The Department of Education's Office for Civil Rights this week has closed a case in which it had determined a transgender student had suffered discrimination at school. The move follows the office's announcement that it will scale back "systemic" civil rights investigations.
"The agency communicated its decision in a letter this week to lawyers representing the girl, an elementary school student in Highland, Ohio," The Washington Post reported.
"The letter provided no reason or legal justification for withdrawing its 2016 conclusion that the girl's school wrongly barred her from the girls' bathroom and failed to address the harassment she endured from classmates and teachers, who repeatedly addressed her with male pronouns and the male name she was given at birth."

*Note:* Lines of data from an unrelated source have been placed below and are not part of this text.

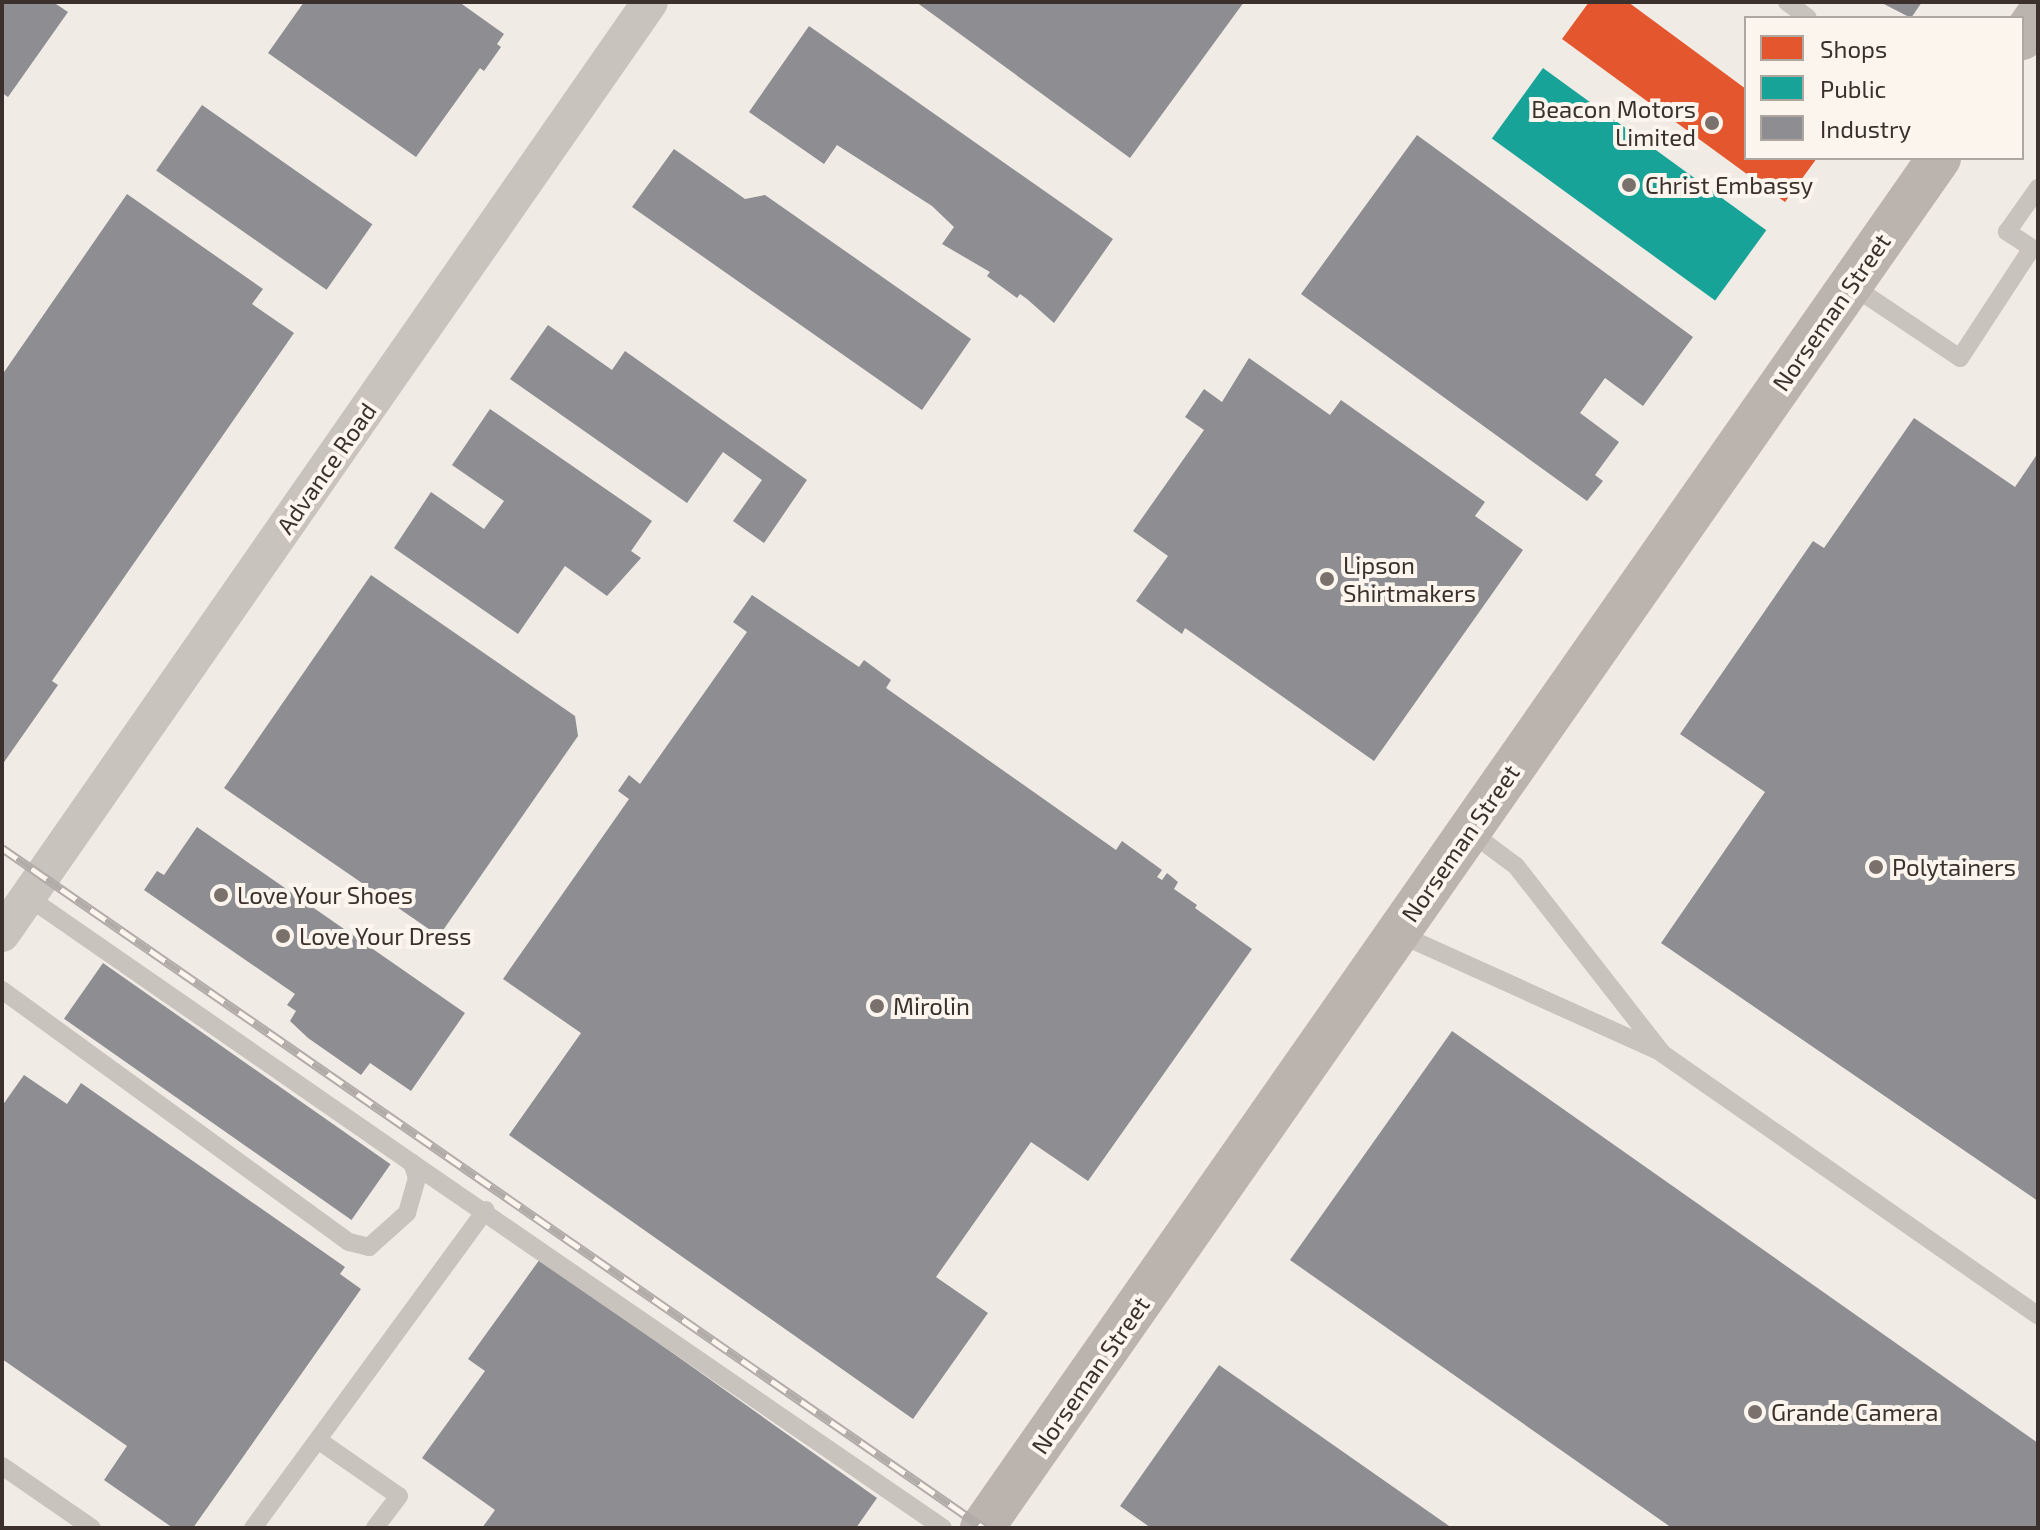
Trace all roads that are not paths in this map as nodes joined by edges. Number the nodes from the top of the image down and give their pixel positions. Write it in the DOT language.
graph roads {
  1 [pos="650,2"];
  2 [pos="1787,2"];
  3 [pos="2038,15"];
  4 [pos="1805,16"];
  5 [pos="2024,35"];
  6 [pos="1938,160"];
  7 [pos="2038,188"];
  8 [pos="1850,285"];
  9 [pos="1469,831"];
  10 [pos="14,908"];
  11 [pos="1397,933"];
  12 [pos="2,990"];
  13 [pos="1663,1054"];
  14 [pos="412,1163"];
  15 [pos="486,1210"];
  16 [pos="2038,1316"];
  17 [pos="318,1440"];
  18 [pos="2,1466"];
  19 [pos="92,1528"];
  20 [pos="253,1528"];
  21 [pos="375,1528"];
  22 [pos="943,1528"];
  23 [pos="982,1528"];
  1 -- 10 [label="street, Advance Road"];
  2 -- 4 [label="lane"];
  3 -- 5 [label="street"];
  6 -- 8 [label="street, Norseman Street"];
  7 -- 8 [label="lane"];
  8 -- 9 [label="street, Norseman Street"];
  9 -- 11 [label="street, Norseman Street"];
  9 -- 13 [label="lane"];
  10 -- 14 [label="lane"];
  11 -- 13 [label="lane"];
  11 -- 23 [label="street, Norseman Street"];
  12 -- 14 [label="lane"];
  13 -- 16 [label="lane"];
  14 -- 15 [label="lane"];
  15 -- 17 [label="lane"];
  15 -- 22 [label="lane"];
  17 -- 20 [label="lane"];
  17 -- 21 [label="lane"];
  18 -- 19 [label="lane"];
}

Candice Jackson, the acting head of the Office of Civil Rights, indicated that the matter would be settled in court by the student, and that officials withdrew their findings based upon the Trump administration's decision to rescind the Obama-era guidance that directed schools to allow transgender students to access bathrooms matching their gender identity.

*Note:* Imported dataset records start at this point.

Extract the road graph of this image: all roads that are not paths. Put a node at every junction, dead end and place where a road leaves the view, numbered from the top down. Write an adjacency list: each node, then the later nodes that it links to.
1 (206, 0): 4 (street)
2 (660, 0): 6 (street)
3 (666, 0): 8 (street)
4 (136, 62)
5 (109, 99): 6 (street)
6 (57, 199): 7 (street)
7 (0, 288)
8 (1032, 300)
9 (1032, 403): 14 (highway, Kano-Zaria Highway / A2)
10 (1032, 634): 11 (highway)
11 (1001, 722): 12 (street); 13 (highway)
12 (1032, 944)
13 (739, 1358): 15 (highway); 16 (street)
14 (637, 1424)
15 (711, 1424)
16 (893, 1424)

As the newspaper pointed out, the agency also closed another long-running case involving a transgender student earlier this month. The Washington Post spoke with Shannon Minter of the National Center for Lesbian Rights, who called the moves dangerous. "They have just sent a message to schools that it's open season on transgender students."
Further explaining the office's actions, ProPublica recently published an internal memo from the Department of Education which indicates the office's intent to scale back civil rights investigations.
Gone will be the requirements that investigators "broaden their inquiries to identify systemic issues and whole classes of victims," The New York Times reported. "Regional offices will no longer be required to alert department officials in Washington of all highly sensitive complaints on issues such as the disproportionate disciplining of minority students and the mishandling of sexual assaults on college campuses."
The NYT further reported that "the new directives are the first steps taken under Education Secretary Betsy DeVos to reshape her agency's approach to civil rights enforcement, which was bolstered while President Barack Obama was in office."
Sherrilyn Ifill, the NAACP Legal Defense and Education Fund's president, called the move an "abdication of the Education Department's responsibility to protect the rights and dignity of our nation's vulnerable children during the most crucial years of their lives."